Spaniard Seeks Adventure on Mission Trail
The moving population of Rinaldi Street in Granada Hills, normally limited to drivers of cars and motorcycles and an occasional jogger, was joined Sunday by a woman in a red jacket riding a slow, milk-colored horse. Behind her, in a small leather doghouse strapped to the horse’s back, was a white poodle.
Mara Domecq, 38, and her dog Jalima were on their way from Ventura to Mission Hills, continuing a journey by horse to all 21 missions established by Father Junipero Serra, a Spanish missionary famous for the missions he founded throughout California.
“Father Serra was Spanish, and I thought it would be important to remind Americans about what we have done, we Spaniards,” Domecq said of her journey. “I’m Catholic and this is a spiritual thing for me. It’s a big adventure for me.”
Journey Begun Nov. 11
Domecq, who talked as she rode, said she and her dog began the journey on her horse, Blue, in Sonoma on Nov. 11, partly to commemorate the 200th year since Serra died on Aug. 28, 1784, at San Carlos Borromeo mission in Carmel.
She said she plans to end the journey in San Diego within the next few weeks. She rides all day, every day, covering as much as 25 miles in a day. At times she stops for several days to rest or, as happened for January and February, she stops for as long as it takes Blue to recover from saddle sores.
Linda Palmer, president of the Santa Monica Mountains Trails Council, coordinated Domecq’s ride Sunday as she rode by dirt trail and paved road to the San Fernando Mission. Along the way, Palmer said, Domecq stays with local residents, often members of horseback-riding organizations.
Palmer said she was told that the Domecq family is “very prominent” in Spain.

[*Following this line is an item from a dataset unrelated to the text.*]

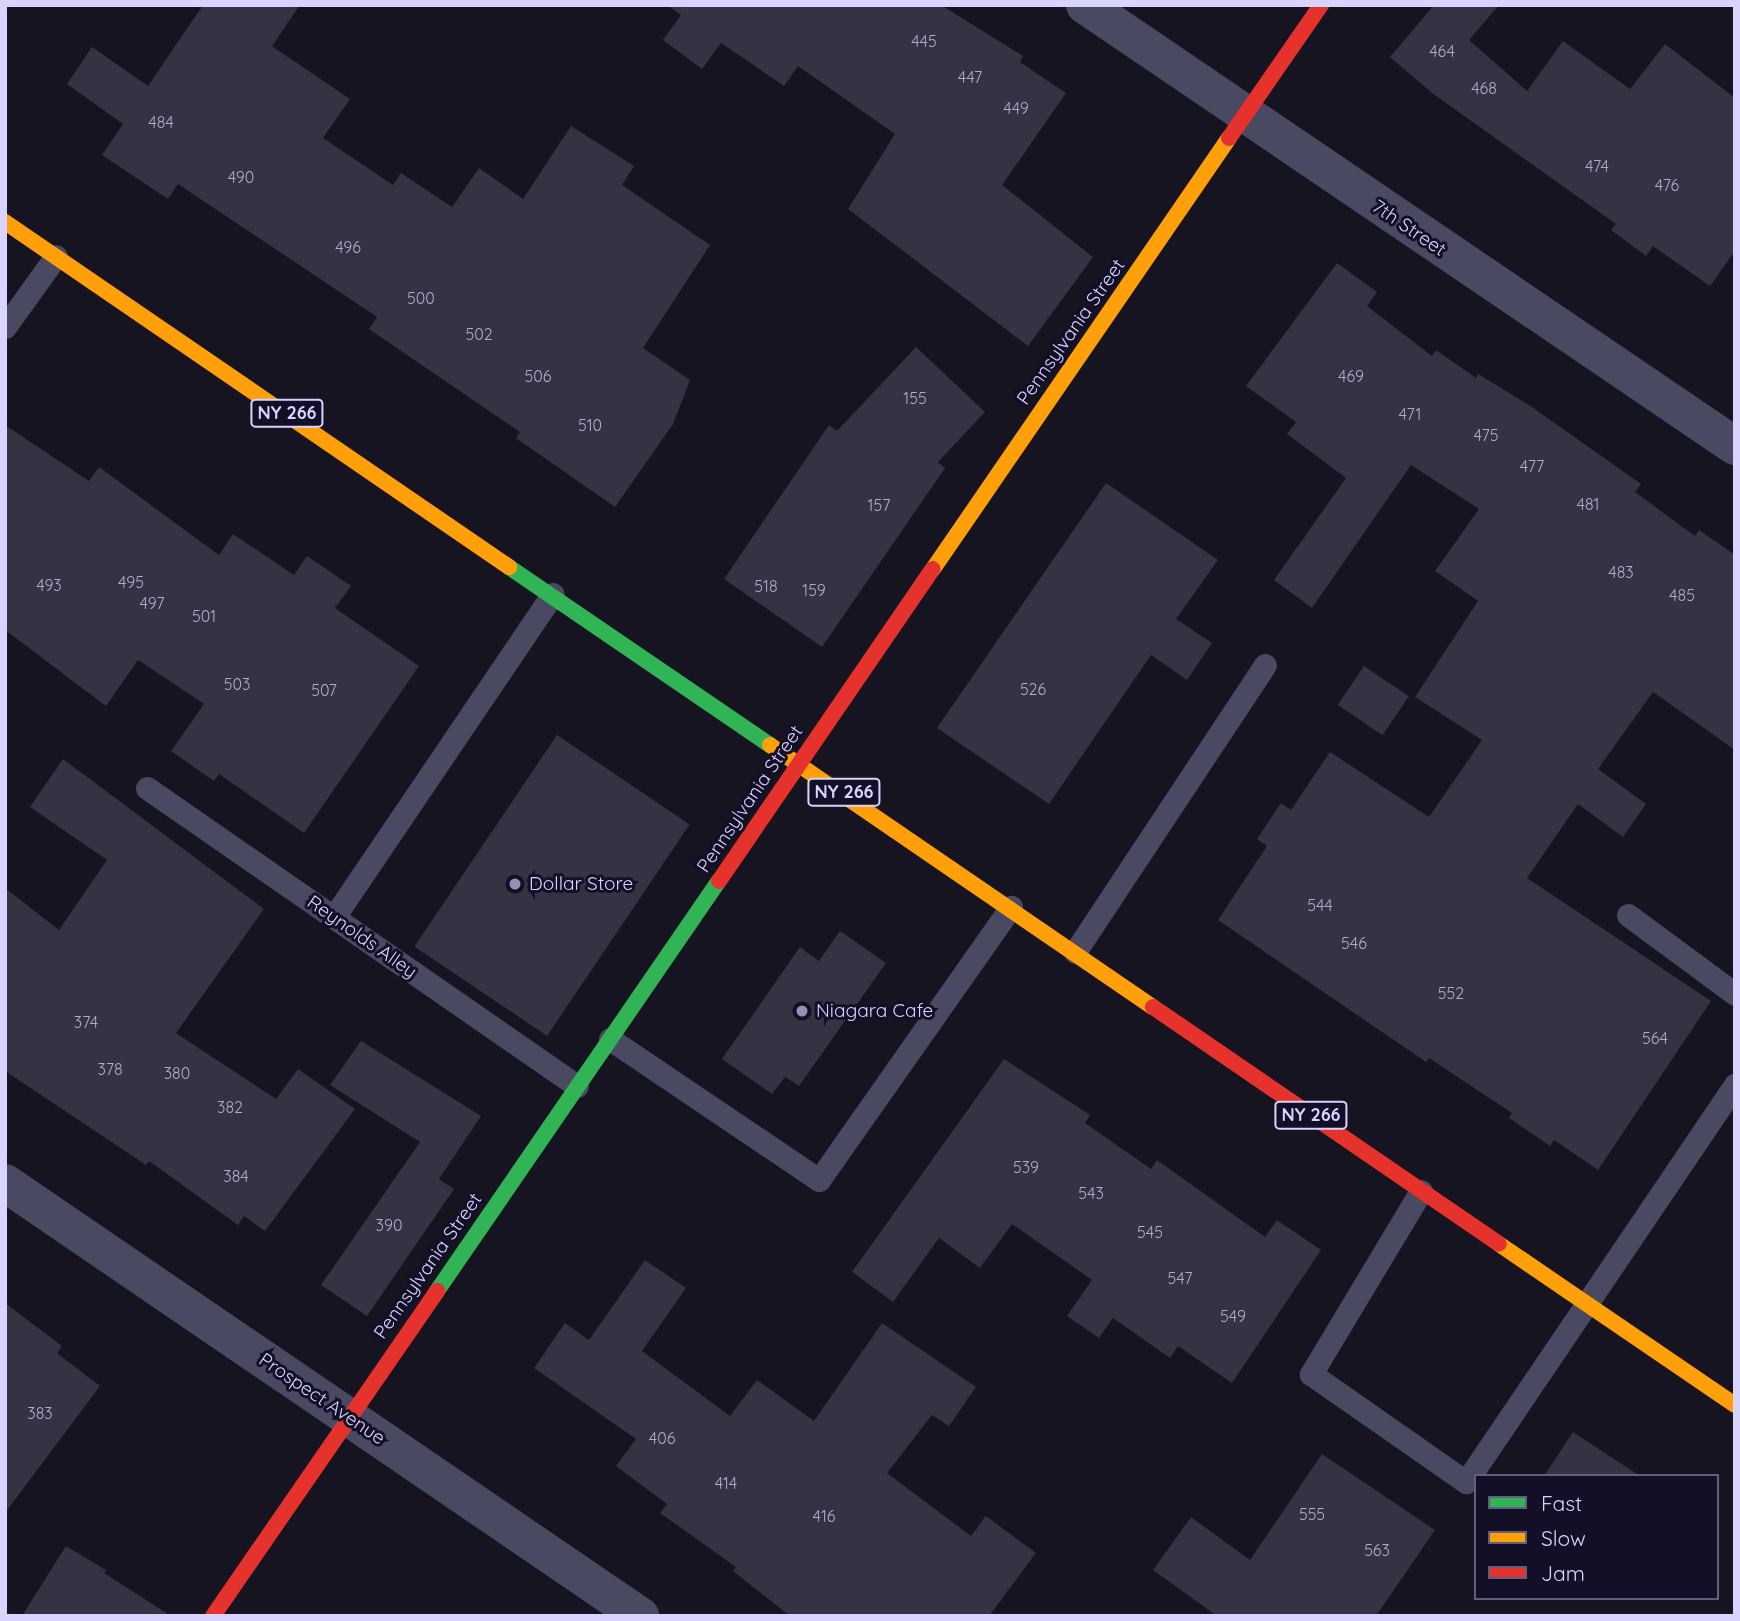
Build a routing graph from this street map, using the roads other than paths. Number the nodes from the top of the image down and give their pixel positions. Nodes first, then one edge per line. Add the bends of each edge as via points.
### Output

Palmer’s husband, Bob, said his wife received a letter from state protocol officials and was told to make arrangements for Domecq’s passage through the Los Angeles area.
Domecq, who wore a wide-brimmed black hat with a red and yellow band and matching suspenders, said her trip was arranged with the help of state officials to whom she brought a letter of introduction from the American ambassador to Spain, Thomas O. Enders. Blue’s swaying flanks displayed signs announcing, “We’re From Spain,” also in red and yellow.
Blue, however, is from Stockton, Domecq said.
Father Serra aside, the gregarious Domecq said, she is making the trip because she is a wealthy, admittedly eccentric Spaniard searching for adventure. She said she has never married and lives with her mother on an estate of about 300 acres in the sherry region in southern Spain. She said she has always longed for unusual experiences.
“I don’t work; I never worked,” she said, speaking in an accent as Spanish as the sherry that she said brought a fortune to the Domecq family.
“Yes, I’m eccentric,” she said, removing her sunglasses for a moment. “But I like to do things that are different. Otherwise, what’s the point?”
One of the sacks suspended from the horse’s side carried, in sewn letters, the words “ Mara y Jalima .”
“Write about my dog,” said Domecq. “She’s more important than I am. She’s my friend. She’s my companion. She’s my happiness. She’s a French poodle but she’s Spanish.”
Domecq is writing a book about her experiences, which she hopes will be published in Spanish as well as English. But she said she has never written a book and has no publisher. As she rides, she holds to her mouth a small microphone and speaks her impressions into a miniature cassette recorder strapped to her waist.
A sample impression, spoken in smooth English with cassette player turned on:
“The Americans all move so fast, so fast, like airplanes. It is as if they all had nuclear reactors in them.”
When a reporter suggested a comparison between Domecq and another Spanish wanderer named Don Quixote, she brushed the idea aside with the wave of a hand.
“No, no, he was a fantasy, a fiction,” she said. “I am real.”